いつ頃からか、僕にとって君は女になってたよ」
胸の中、甘えるように頬を寄せて、鼓動を確かめる。
同じくらい高鳴っているのが不思議。
「ね、口づけて。大人の女の人にするみたいに」
 眼鏡を外して、着物の袂に仕舞う。
その様に見惚れている隙に肩を抱かれた。
躊躇いなんて、感じさせない仕草で、唇がこじ開けられる。
すっと押し入ってきた舌が、熱く絡んでくる。
貪欲な動きに支配されている内に、自然と口づけに応じていた。
湿った音が響く。粘膜で混ざり合う水が、熱い。

激しくお互いの唇をむさぼり合って、ようやく
口づけが終わる。吐息が宙ではじけていた。
「火をつけるな。
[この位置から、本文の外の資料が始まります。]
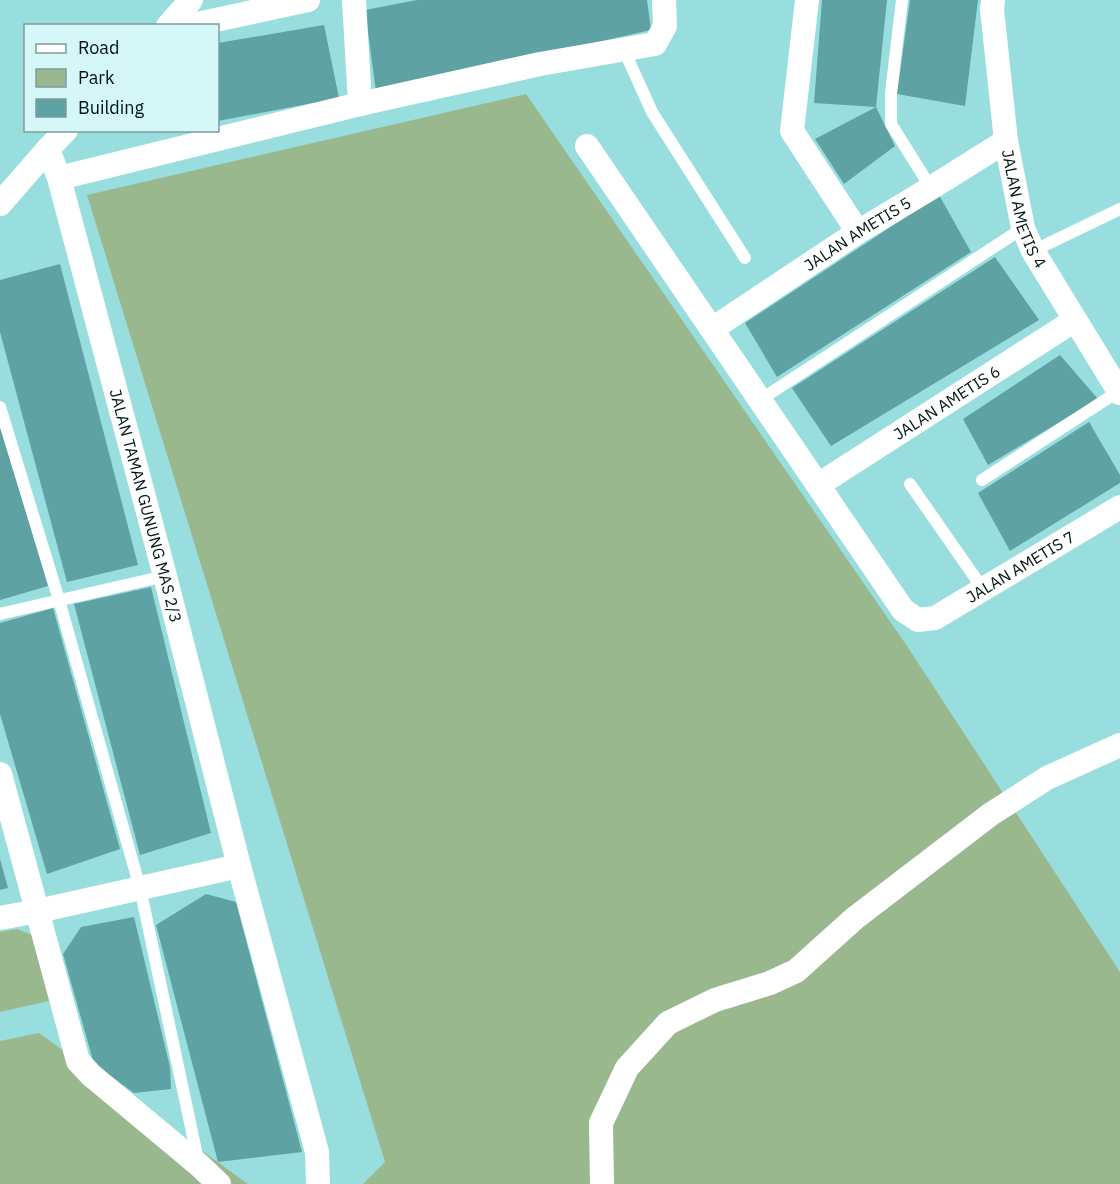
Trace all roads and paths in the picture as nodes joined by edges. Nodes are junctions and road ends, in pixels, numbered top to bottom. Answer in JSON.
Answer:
{"nodes":[{"id":1,"x":191,"y":0,"type":"edge"},
{"id":2,"x":308,"y":0,"type":"edge"},
{"id":3,"x":354,"y":0,"type":"edge"},
{"id":4,"x":664,"y":0,"type":"edge"},
{"id":5,"x":807,"y":0,"type":"edge"},
{"id":6,"x":902,"y":0,"type":"edge"},
{"id":7,"x":993,"y":0,"type":"edge"},
{"id":8,"x":170,"y":24,"type":"edge"},
{"id":9,"x":197,"y":24,"type":"edge"},
{"id":10,"x":624,"y":50,"type":"junction"},
{"id":11,"x":360,"y":104,"type":"junction"},
{"id":12,"x":64,"y":132,"type":"edge"},
{"id":13,"x":1006,"y":141,"type":"junction"},
{"id":14,"x":587,"y":146,"type":"dead end"},
{"id":15,"x":48,"y":148,"type":"junction"},
{"id":16,"x":59,"y":178,"type":"junction"},
{"id":17,"x":931,"y":188,"type":"junction"},
{"id":18,"x":0,"y":204,"type":"edge"},
{"id":19,"x":1120,"y":210,"type":"edge"},
{"id":20,"x":1023,"y":228,"type":"junction"},
{"id":21,"x":858,"y":232,"type":"junction"},
{"id":22,"x":1033,"y":250,"type":"junction"},
{"id":23,"x":745,"y":258,"type":"dead end"},
{"id":24,"x":1075,"y":320,"type":"junction"},
{"id":25,"x":712,"y":329,"type":"junction"},
{"id":26,"x":1120,"y":392,"type":"edge"},
{"id":27,"x":760,"y":400,"type":"junction"},
{"id":28,"x":0,"y":407,"type":"edge"},
{"id":29,"x":982,"y":480,"type":"dead end"},
{"id":30,"x":910,"y":484,"type":"dead end"},
{"id":31,"x":818,"y":486,"type":"junction"},
{"id":32,"x":1120,"y":507,"type":"edge"},
{"id":33,"x":165,"y":576,"type":"junction"},
{"id":34,"x":983,"y":589,"type":"junction"},
{"id":35,"x":59,"y":600,"type":"junction"},
{"id":36,"x":0,"y":614,"type":"edge"},
{"id":37,"x":1120,"y":745,"type":"edge"},
{"id":38,"x":0,"y":774,"type":"edge"},
{"id":39,"x":239,"y":866,"type":"junction"},
{"id":40,"x":140,"y":888,"type":"junction"},
{"id":41,"x":38,"y":911,"type":"junction"},
{"id":42,"x":0,"y":918,"type":"edge"},
{"id":43,"x":199,"y":1165,"type":"junction"},
{"id":44,"x":219,"y":1184,"type":"edge"},
{"id":45,"x":318,"y":1184,"type":"edge"},
{"id":46,"x":602,"y":1184,"type":"edge"}],
"edges":[{"from":1,"to":8,"type":"street"},
{"from":2,"to":9,"type":"street"},
{"from":3,"to":11,"type":"street"},
{"from":4,"to":10,"type":"street"},
{"from":5,"to":21,"type":"street"},
{"from":6,"to":17,"type":"lane"},
{"from":7,"to":13,"type":"street","name":"JALAN AMETIS 4"},
{"from":10,"to":11,"type":"street"},
{"from":10,"to":23,"type":"lane"},
{"from":11,"to":16,"type":"street"},
{"from":12,"to":15,"type":"street"},
{"from":13,"to":17,"type":"street","name":"JALAN AMETIS 5"},
{"from":13,"to":20,"type":"street","name":"JALAN AMETIS 4"},
{"from":14,"to":25,"type":"street"},
{"from":15,"to":16,"type":"street","name":"JALAN TAMAN GUNUNG MAS 2/3"},
{"from":15,"to":18,"type":"street"},
{"from":16,"to":33,"type":"street","name":"JALAN TAMAN GUNUNG MAS 2/3"},
{"from":17,"to":21,"type":"street","name":"JALAN AMETIS 5"},
{"from":19,"to":22,"type":"lane"},
{"from":20,"to":22,"type":"street","name":"JALAN AMETIS 4"},
{"from":20,"to":27,"type":"lane"},
{"from":21,"to":25,"type":"street","name":"JALAN AMETIS 5"},
{"from":22,"to":24,"type":"street","name":"JALAN AMETIS 4"},
{"from":24,"to":26,"type":"street","name":"JALAN AMETIS 4"},
{"from":24,"to":31,"type":"street","name":"JALAN AMETIS 6"},
{"from":25,"to":27,"type":"street"},
{"from":26,"to":29,"type":"lane"},
{"from":27,"to":31,"type":"street"},
{"from":28,"to":35,"type":"lane"},
{"from":30,"to":34,"type":"lane"},
{"from":31,"to":34,"type":"street","name":"JALAN AMETIS 7"},
{"from":32,"to":34,"type":"street","name":"JALAN AMETIS 7"},
{"from":33,"to":35,"type":"lane"},
{"from":33,"to":39,"type":"street","name":"JALAN TAMAN GUNUNG MAS 2/3"},
{"from":35,"to":36,"type":"lane"},
{"from":35,"to":40,"type":"lane"},
{"from":37,"to":46,"type":"street"},
{"from":38,"to":41,"type":"street"},
{"from":39,"to":40,"type":"street"},
{"from":39,"to":45,"type":"street","name":"JALAN TAMAN GUNUNG MAS 2/3"},
{"from":40,"to":41,"type":"street"},
{"from":40,"to":43,"type":"lane"},
{"from":41,"to":42,"type":"street"},
{"from":41,"to":43,"type":"street"},
{"from":43,"to":44,"type":"street"}]}
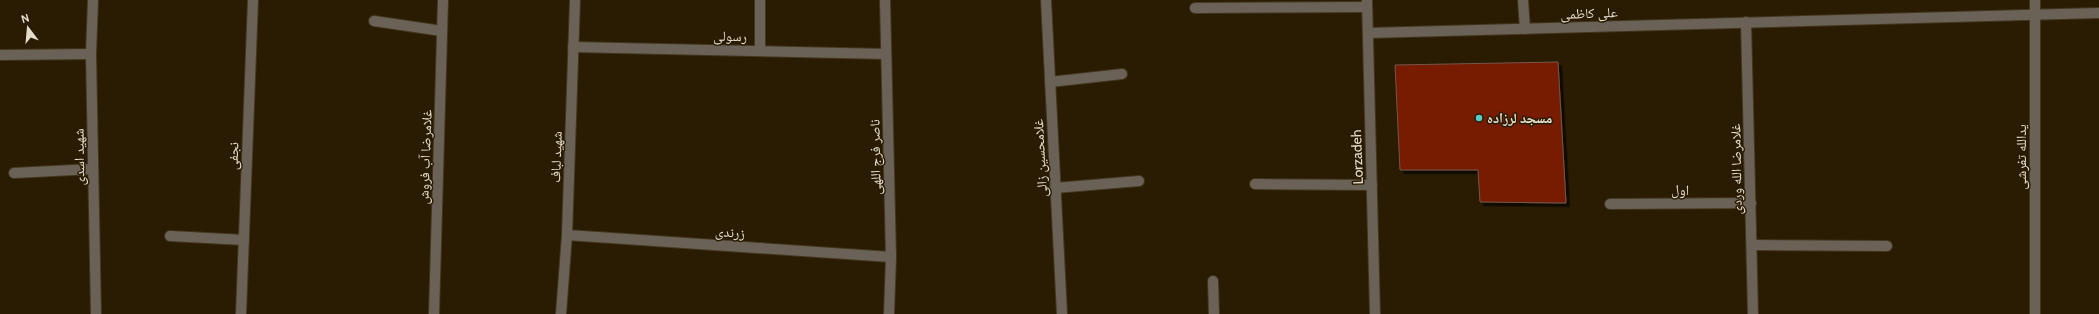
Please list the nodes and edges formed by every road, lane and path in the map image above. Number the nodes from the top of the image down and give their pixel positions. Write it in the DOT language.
graph roads {
  1 [pos="93,0"];
  2 [pos="253,0"];
  3 [pos="443,0"];
  4 [pos="575,0"];
  5 [pos="760,0"];
  6 [pos="885,0"];
  7 [pos="1046,0"];
  8 [pos="1523,0"];
  9 [pos="2035,0"];
  10 [pos="1367,3"];
  11 [pos="1195,8"];
  12 [pos="2099,13"];
  13 [pos="2035,15"];
  14 [pos="374,21"];
  15 [pos="1746,22"];
  16 [pos="1525,29"];
  17 [pos="442,31"];
  18 [pos="1368,33"];
  19 [pos="573,47"];
  20 [pos="760,51"];
  21 [pos="91,54"];
  22 [pos="886,54"];
  23 [pos="0,55"];
  24 [pos="1122,74"];
  25 [pos="1050,82"];
  26 [pos="93,169"];
  27 [pos="14,173"];
  28 [pos="1138,182"];
  29 [pos="1255,184"];
  30 [pos="1372,185"];
  31 [pos="1055,188"];
  32 [pos="1751,203"];
  33 [pos="1610,204"];
  34 [pos="567,235"];
  35 [pos="170,236"];
  36 [pos="244,240"];
  37 [pos="1752,245"];
  38 [pos="1887,246"];
  39 [pos="891,257"];
  40 [pos="1213,281"];
  41 [pos="96,314"];
  42 [pos="241,314"];
  43 [pos="434,314"];
  44 [pos="561,314"];
  45 [pos="889,314"];
  46 [pos="1062,314"];
  47 [pos="1214,314"];
  48 [pos="1375,314"];
  49 [pos="1753,314"];
  50 [pos="2035,314"];
  1 -- 21 [label="street, شهید اسدی"];
  2 -- 36 [label="street, نجفی"];
  3 -- 17 [label="street, غلامرضا آب فروش"];
  4 -- 19 [label="street, شهید لباف"];
  5 -- 20 [label="street"];
  6 -- 22 [label="street, ناصر فرج اللهی"];
  7 -- 25 [label="street, غلامحسین زالی"];
  8 -- 16 [label="street"];
  9 -- 13 [label="street, یدالله تفرشی"];
  10 -- 11 [label="street"];
  10 -- 18 [label="street, Lorzadeh"];
  12 -- 13 [label="street, علی کاظمی"];
  13 -- 15 [label="street, علی کاظمی"];
  13 -- 50 [label="street, یدالله تفرشی"];
  14 -- 17 [label="street"];
  15 -- 16 [label="street, علی کاظمی"];
  15 -- 32 [label="street, غلامرضا الله وردی"];
  16 -- 18 [label="street, علی کاظمی"];
  17 -- 43 [label="street, غلامرضا آب فروش"];
  18 -- 30 [label="street, Lorzadeh"];
  19 -- 20 [label="street, رسولی"];
  19 -- 34 [label="street, شهید لباف"];
  20 -- 22 [label="street, رسولی"];
  21 -- 23 [label="street"];
  21 -- 26 [label="street, شهید اسدی"];
  22 -- 39 [label="street, ناصر فرج اللهی"];
  24 -- 25 [label="street"];
  25 -- 31 [label="street, غلامحسین زالی"];
  26 -- 27 [label="street"];
  26 -- 41 [label="street, شهید اسدی"];
  28 -- 31 [label="street"];
  29 -- 30 [label="street"];
  30 -- 48 [label="street, Lorzadeh"];
  31 -- 46 [label="street, غلامحسین زالی"];
  32 -- 33 [label="street, اول"];
  32 -- 37 [label="street, غلامرضا الله وردی"];
  34 -- 39 [label="street, زرندی"];
  34 -- 44 [label="street, شهید لباف"];
  35 -- 36 [label="street"];
  36 -- 42 [label="street, نجفی"];
  37 -- 38 [label="street"];
  37 -- 49 [label="street, غلامرضا الله وردی"];
  39 -- 45 [label="street, ناصر فرج اللهی"];
  40 -- 47 [label="street"];
}
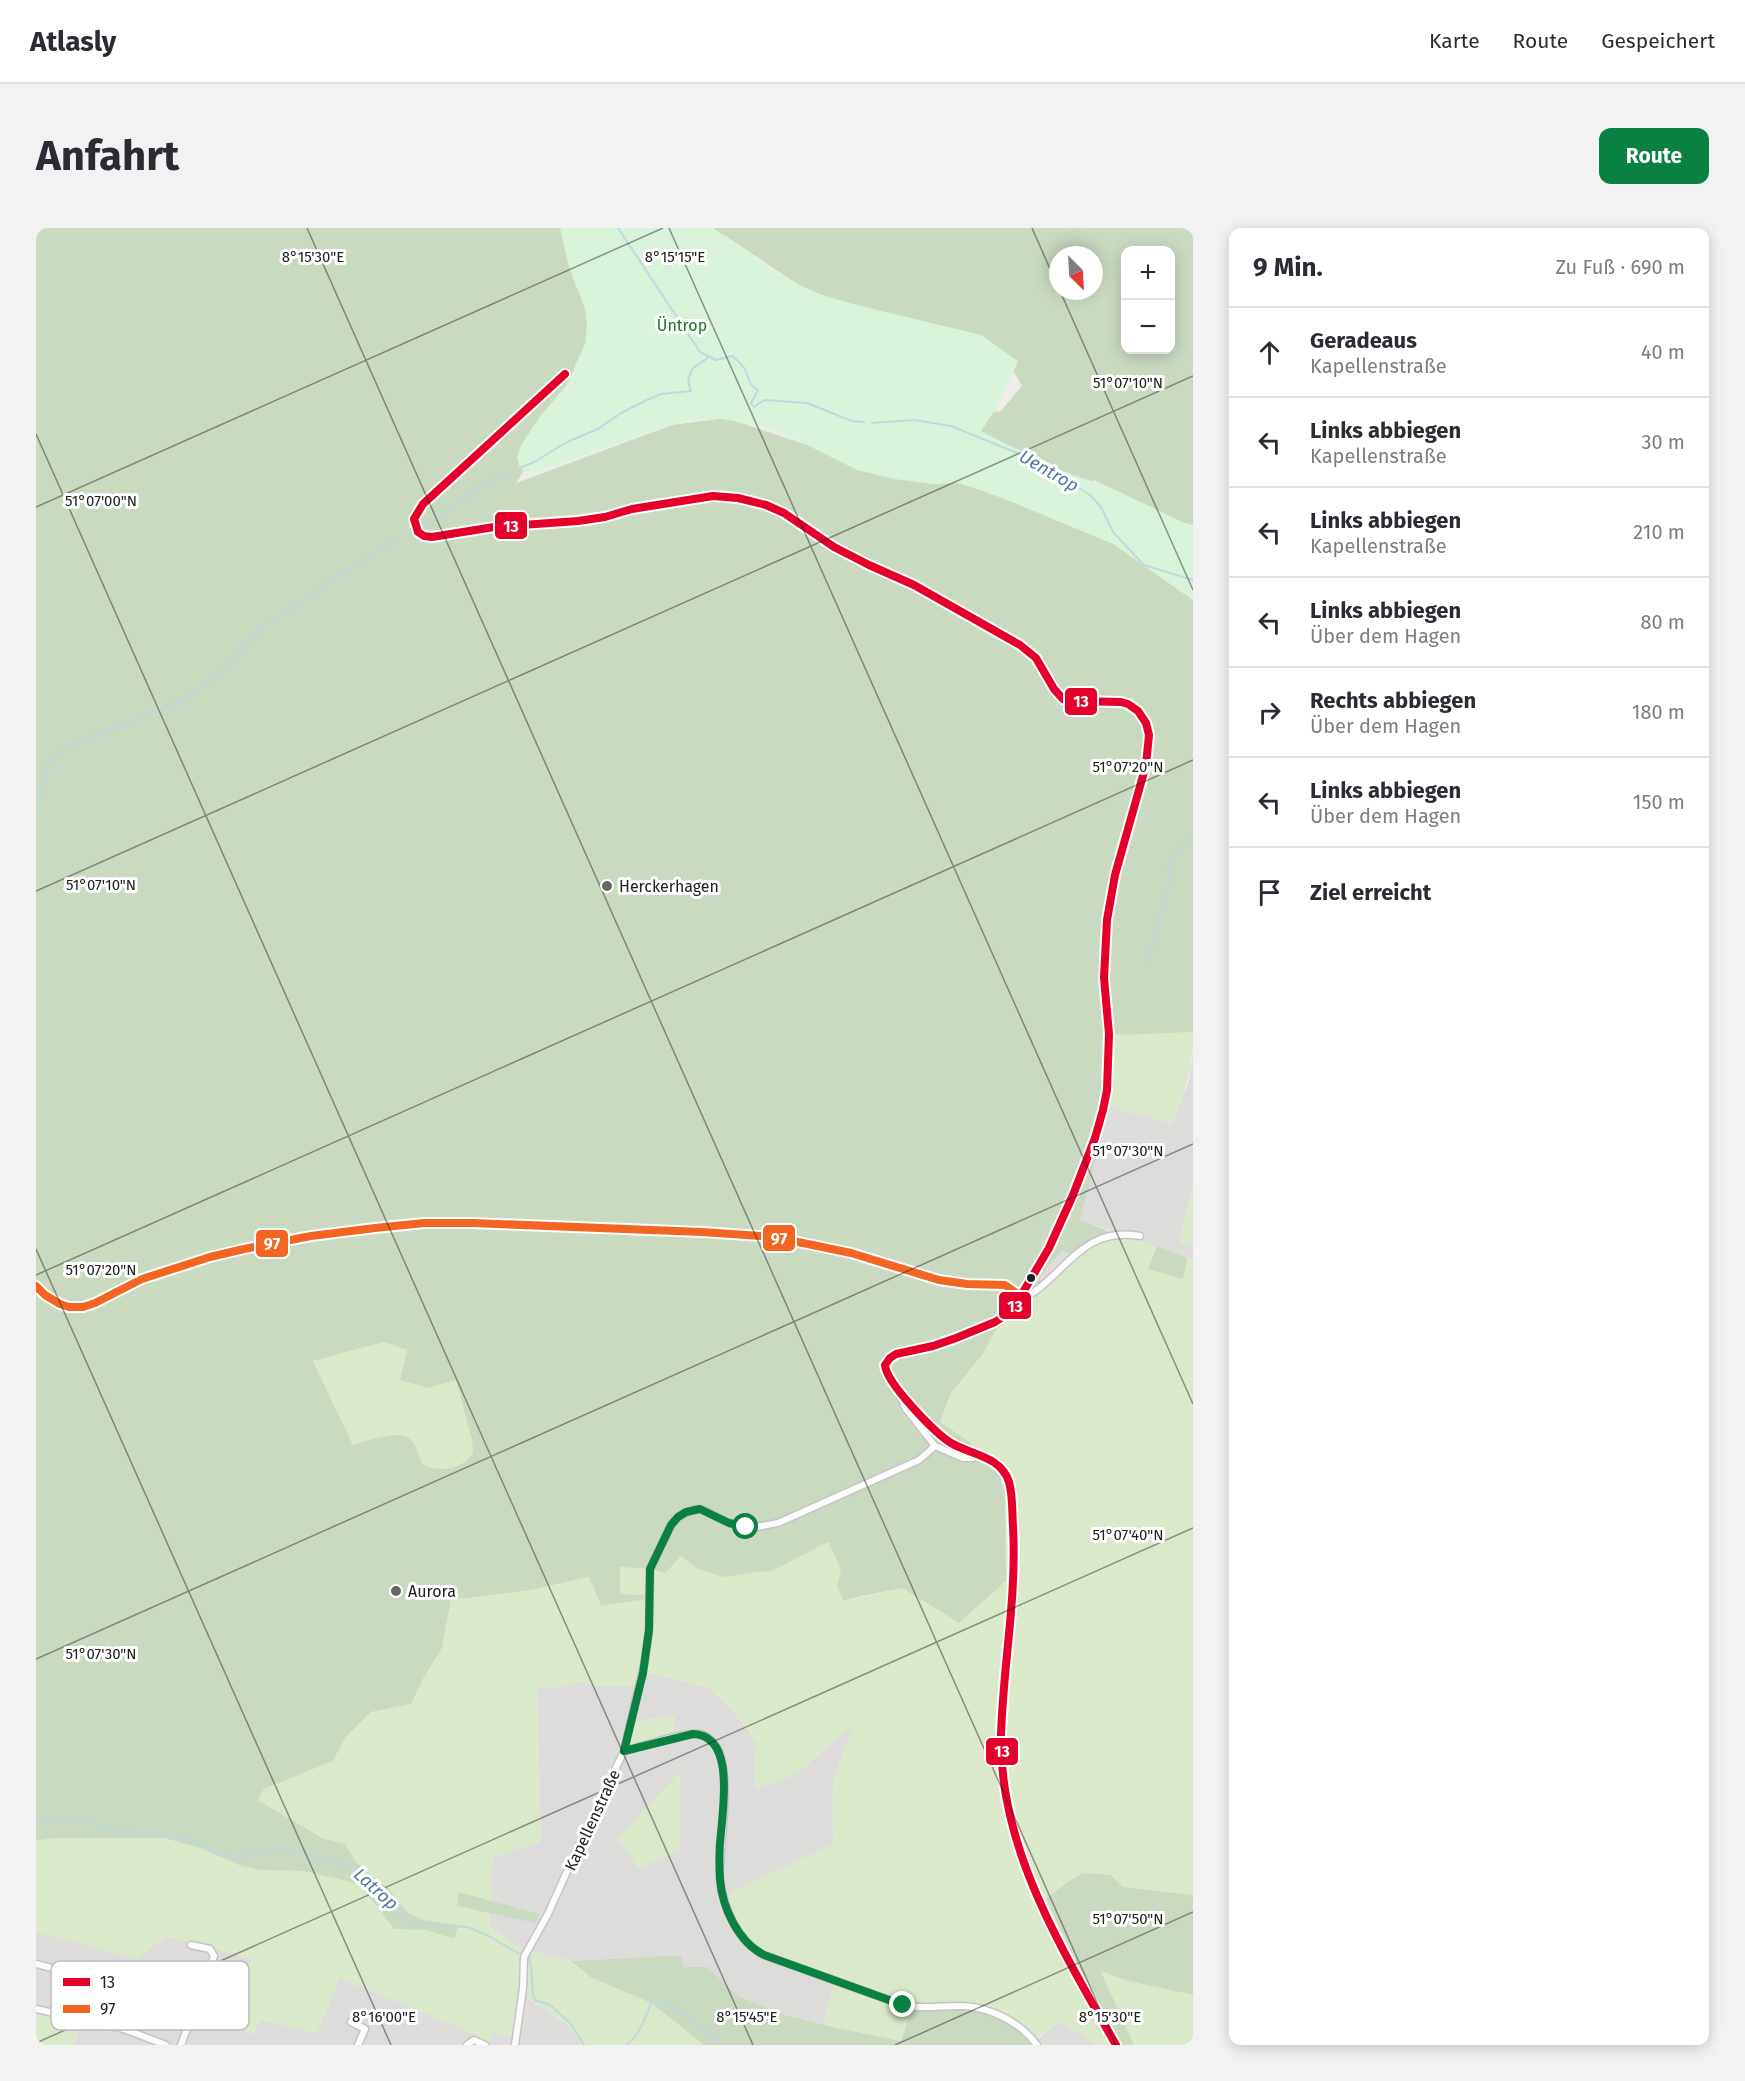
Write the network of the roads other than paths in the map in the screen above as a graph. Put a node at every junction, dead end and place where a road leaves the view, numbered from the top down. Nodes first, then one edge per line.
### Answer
1 (566, 374) dead end
2 (1140, 1236) dead end
3 (36, 1286) edge
4 (1017, 1302) junction
5 (898, 1389) junction
6 (935, 1446) junction
7 (980, 1456) junction
8 (624, 1751) junction
9 (191, 1945) dead end
10 (213, 1961) edge
11 (36, 1964) edge
12 (51, 1968) edge
13 (36, 2009) edge
14 (51, 2012) edge
15 (351, 2022) dead end
16 (127, 2030) edge
17 (187, 2030) edge
18 (166, 2045) edge
19 (181, 2045) edge
20 (358, 2045) edge
21 (467, 2045) edge
22 (485, 2045) edge
23 (515, 2045) edge
24 (1037, 2045) edge
25 (1116, 2045) edge

1 - 4 street
2 - 4 street
3 - 4 street
4 - 5 street
5 - 6 street
5 - 7 street
6 - 7 street
6 - 8 street, Kapellenstraße
7 - 25 street
8 - 23 street, Kapellenstraße
8 - 24 street
9 - 10 street
11 - 12 street
13 - 14 street
15 - 20 street
16 - 18 street
17 - 19 street
21 - 22 street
止まれなくなるだろう」
「……お兄様のものになれるなら、どうなったって構わない」
「馬鹿な事を」
挑発に、彼がひるんだ気配を見せて体を離した。
私は唇を尖らせ、不満を訴える。
「なら……私を連れて逃げて、お兄様」
早く、一刻も早く。
この贅沢な箱庭から逃れたかった。

「そうしたら、小さな躊躇いなんて、消えてなくなるわ」
じわ、とまた涙が滲んでくる。
彼の手を握りしめると汗ばんでいて緊張が伝わってきた。
震える両手が背中に回る。
「後で、悔やんでも二度と手を離してやらないぞ」
再度抱きすくめられた腕の中で、恍惚の吐息をついた。
約束をするみたいに、口づけが落ちてきた。
甘く、息がかすれる。

「悔やむくらいなら、最初から好きにならないわ」
「同じ気持ちだよ」
頭を抱きしめられて、きゅんと胸が疼いた。
「行こう」
大きな手のひらが、私の手に重なる。
そして、この日、箱庭の世界を飛び出した。

駆け落ちをまさか、この私がすることになるとは
思いもしていなかったが、
胸に満ち足りた感情しかなくて、今しか見えなかった。
この先の未来が、茨の道だとしても、戻るつもりなど最早なかった。